Demgegenüber stehen zwar zahllose Experten, die ins Feld führen, dass eine Stimme für einen der beiden Rechtspopulisten, sei es FP-Chef Heinz-Christian Strache oder sein politischer Ziehvater und nunmehriger Erzfeind Jörg Haider, nicht unbedingt Ausdruck einer rechten Gesinnung gewesen ist. Einzig: Mit einem "Rechtsruck" imTitel ist mehr Quote zu machen als mit einer unaufgeregten (aber eher der Realität entsprechenden) "Protestwahl".

Protest statt rechte Ideologie

Denn es war - zumindest in einem Großteil der Fälle - der Protest gegen die innenpolitische Blockade, welche die Regierung Gusenbauer von Beginn an geprägt hat, der die Wähler in Scharen Weg von Rot und Schwarz und hin zu Blau und Orange getrieben hat. Warum das so war und - vor allem aus Sicht von SPÖ und ÖVP - wie das in Zukunft vermieden werden kann, gilt es spätestens jetzt zu analysieren.

Denn natürlich birgt ein massiver Stimmenzuwachs für die Parteien am rechten Rand Gefahren, und allfällige internationale Proteste gegen eine Regierungsbeteiligung von FPÖ, BZÖ oder gar beiden gemeinsam stellen dabei noch das geringste Problem dar. Gefährlicher ist da schon, dass die ehemaligen Großparteien SPÖ und ÖVP versuchen könnten, in den Untiefen der Rechten auf Stimmenfang zu gehen - auf Kosten der ohnedies relativ begrenzten politischen Vielfalt in diesem Land.

Wahlkampf als Sündenfall

Für den Sündenfall hat bereits der gerade zu Ende gebrachte Wahlkampf gesorgt. Eine SPÖ, die auf Drängen eines Kleinformats ihre EU-Politik radikal in Richtung FPÖ schwenkt und eine ÖVP, die zumindest das BZÖ eines Jörg Haider in der Ausländerpolitik rechts überholt. Jenen Wählern, welche die Große Koalition für ihre 18-monatige Blockadepolitik abstrafen wollten, wurde damit praktischerweise gleich die Rutsche gelegt, vom Populismus-Schmiedl hin zum Populismus-Schmied.

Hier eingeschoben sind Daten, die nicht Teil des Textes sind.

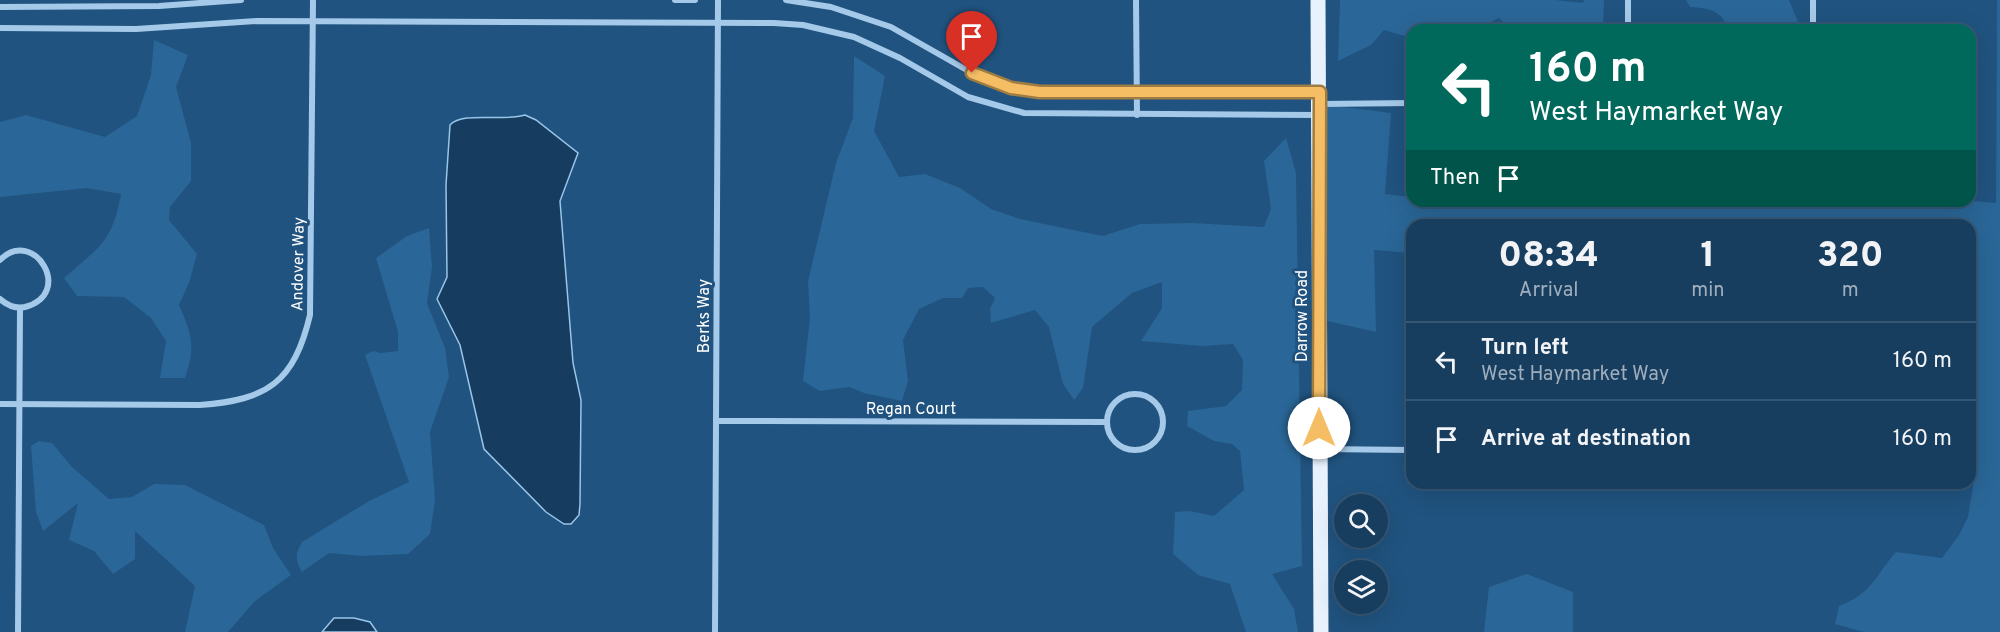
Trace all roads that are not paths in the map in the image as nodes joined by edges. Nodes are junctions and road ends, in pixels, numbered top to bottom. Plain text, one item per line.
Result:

Zu folgern, dass knapp 30 Prozent der Österreicher plötzlich ideologisch nach rechts gerückt seien, ist sicherlich ein Trugschluss. Die Ursachen für den kometenhaften Aufstieg der Rechten am 28. September liegen viel eher im Verhalten der alteingesessenen Volksparteien SPÖ und ÖVP. Und dieses stellt in der Tat eine Bedrohung dar - für die Meinungs- und Ideenfreiheit in Österreich.